Work order
Only the count is expected: the number of lines below that contain "Hmone".

Data extract
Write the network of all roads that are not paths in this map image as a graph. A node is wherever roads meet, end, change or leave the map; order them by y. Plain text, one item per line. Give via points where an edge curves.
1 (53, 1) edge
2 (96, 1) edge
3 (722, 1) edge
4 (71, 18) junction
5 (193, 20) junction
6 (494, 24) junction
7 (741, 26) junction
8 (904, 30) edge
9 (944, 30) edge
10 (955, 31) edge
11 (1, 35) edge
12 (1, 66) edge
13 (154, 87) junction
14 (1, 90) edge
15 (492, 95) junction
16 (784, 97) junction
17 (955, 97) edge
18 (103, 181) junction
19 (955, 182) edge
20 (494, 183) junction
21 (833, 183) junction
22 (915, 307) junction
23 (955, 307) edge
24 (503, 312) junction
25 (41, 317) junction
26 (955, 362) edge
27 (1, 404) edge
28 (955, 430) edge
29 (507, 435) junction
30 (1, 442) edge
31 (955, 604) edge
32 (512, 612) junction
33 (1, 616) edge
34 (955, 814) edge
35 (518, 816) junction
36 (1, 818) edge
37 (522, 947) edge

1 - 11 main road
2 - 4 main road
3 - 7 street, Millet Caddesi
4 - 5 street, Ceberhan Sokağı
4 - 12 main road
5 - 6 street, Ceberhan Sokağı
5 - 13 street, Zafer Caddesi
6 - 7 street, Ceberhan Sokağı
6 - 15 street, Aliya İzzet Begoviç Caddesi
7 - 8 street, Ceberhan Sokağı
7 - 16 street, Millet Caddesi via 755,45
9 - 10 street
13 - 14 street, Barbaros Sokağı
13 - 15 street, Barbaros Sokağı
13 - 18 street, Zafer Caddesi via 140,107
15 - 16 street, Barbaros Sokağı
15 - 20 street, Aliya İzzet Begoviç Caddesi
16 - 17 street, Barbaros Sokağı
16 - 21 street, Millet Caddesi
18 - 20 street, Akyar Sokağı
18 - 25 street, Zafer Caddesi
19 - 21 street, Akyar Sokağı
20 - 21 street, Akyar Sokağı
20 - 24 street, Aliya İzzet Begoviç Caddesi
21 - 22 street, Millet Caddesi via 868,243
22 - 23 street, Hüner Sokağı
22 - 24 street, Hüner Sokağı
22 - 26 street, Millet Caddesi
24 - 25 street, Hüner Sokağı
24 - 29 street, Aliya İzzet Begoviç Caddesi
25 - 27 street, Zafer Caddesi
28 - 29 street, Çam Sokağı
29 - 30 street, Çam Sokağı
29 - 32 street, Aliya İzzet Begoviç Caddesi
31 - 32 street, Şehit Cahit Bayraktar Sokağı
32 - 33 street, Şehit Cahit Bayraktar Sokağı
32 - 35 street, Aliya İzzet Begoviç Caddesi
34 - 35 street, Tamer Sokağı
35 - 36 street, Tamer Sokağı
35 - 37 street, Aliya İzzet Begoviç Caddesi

--

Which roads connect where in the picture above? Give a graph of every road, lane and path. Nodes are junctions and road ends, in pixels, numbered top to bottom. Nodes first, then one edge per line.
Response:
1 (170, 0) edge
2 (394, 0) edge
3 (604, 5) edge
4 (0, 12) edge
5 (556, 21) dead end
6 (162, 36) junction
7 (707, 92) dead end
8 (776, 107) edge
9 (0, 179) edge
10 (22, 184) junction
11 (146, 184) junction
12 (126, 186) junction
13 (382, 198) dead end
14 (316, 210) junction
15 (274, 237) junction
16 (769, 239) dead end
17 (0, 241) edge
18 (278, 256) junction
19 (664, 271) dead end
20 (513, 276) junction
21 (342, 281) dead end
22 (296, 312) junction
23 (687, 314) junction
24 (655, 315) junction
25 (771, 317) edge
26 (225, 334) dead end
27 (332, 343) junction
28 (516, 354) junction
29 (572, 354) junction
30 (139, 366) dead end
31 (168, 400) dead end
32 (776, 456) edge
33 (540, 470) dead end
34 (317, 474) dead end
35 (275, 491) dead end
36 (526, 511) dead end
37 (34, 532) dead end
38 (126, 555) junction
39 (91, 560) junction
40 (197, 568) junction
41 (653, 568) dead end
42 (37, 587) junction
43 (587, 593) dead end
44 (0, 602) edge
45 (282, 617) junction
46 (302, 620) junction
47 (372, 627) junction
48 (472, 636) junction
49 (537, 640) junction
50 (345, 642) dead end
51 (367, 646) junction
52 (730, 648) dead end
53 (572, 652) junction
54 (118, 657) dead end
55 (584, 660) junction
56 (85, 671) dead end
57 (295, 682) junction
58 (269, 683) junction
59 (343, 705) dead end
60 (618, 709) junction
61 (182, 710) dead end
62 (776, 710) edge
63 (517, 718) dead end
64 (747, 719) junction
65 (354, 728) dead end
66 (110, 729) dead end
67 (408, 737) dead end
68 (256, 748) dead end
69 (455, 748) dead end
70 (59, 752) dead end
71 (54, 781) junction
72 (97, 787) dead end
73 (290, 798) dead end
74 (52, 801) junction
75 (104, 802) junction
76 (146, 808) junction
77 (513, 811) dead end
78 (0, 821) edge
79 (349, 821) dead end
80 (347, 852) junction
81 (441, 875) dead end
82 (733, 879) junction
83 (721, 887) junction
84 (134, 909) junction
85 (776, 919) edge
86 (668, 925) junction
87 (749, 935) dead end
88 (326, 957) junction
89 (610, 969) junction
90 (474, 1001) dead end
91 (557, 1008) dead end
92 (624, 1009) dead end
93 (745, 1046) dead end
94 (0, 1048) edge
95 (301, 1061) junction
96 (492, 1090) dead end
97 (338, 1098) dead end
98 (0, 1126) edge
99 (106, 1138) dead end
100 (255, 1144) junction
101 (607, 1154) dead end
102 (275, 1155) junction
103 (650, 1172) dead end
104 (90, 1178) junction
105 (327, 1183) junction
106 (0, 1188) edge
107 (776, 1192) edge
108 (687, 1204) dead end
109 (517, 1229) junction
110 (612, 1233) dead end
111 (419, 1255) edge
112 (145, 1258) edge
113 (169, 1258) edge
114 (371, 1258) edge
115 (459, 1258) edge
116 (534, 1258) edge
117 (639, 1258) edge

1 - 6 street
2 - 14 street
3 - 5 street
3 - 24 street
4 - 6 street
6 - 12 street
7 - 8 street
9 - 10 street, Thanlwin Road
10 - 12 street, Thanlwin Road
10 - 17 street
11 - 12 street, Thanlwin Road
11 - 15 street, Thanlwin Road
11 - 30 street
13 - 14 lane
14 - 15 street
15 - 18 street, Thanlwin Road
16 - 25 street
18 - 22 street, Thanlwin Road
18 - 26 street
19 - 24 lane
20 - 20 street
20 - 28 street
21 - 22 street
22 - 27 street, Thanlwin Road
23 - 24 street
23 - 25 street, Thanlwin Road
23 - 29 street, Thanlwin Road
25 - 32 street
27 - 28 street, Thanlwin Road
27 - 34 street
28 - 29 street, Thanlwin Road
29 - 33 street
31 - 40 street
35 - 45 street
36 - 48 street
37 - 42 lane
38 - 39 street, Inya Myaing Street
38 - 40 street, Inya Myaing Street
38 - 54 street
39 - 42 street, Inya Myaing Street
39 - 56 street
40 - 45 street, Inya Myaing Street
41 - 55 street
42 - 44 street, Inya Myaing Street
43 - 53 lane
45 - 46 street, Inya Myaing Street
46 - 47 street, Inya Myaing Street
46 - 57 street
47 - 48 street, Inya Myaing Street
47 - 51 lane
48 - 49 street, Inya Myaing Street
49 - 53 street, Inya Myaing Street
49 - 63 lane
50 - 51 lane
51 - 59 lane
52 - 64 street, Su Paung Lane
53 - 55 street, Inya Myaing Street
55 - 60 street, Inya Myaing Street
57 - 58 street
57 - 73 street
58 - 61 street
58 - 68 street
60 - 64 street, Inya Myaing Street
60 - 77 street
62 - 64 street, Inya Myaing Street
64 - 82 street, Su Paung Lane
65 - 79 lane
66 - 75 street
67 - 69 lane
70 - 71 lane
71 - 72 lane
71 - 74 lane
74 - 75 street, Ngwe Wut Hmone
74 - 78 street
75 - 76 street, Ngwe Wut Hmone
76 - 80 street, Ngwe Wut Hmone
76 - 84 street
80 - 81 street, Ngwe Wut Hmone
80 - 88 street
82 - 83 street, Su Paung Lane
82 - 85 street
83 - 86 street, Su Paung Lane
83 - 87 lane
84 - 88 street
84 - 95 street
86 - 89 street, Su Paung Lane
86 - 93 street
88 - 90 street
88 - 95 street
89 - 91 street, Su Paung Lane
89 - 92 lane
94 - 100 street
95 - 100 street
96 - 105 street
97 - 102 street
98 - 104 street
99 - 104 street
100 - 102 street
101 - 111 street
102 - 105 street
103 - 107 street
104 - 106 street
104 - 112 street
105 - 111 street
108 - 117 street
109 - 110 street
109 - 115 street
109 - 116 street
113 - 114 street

Finished task
4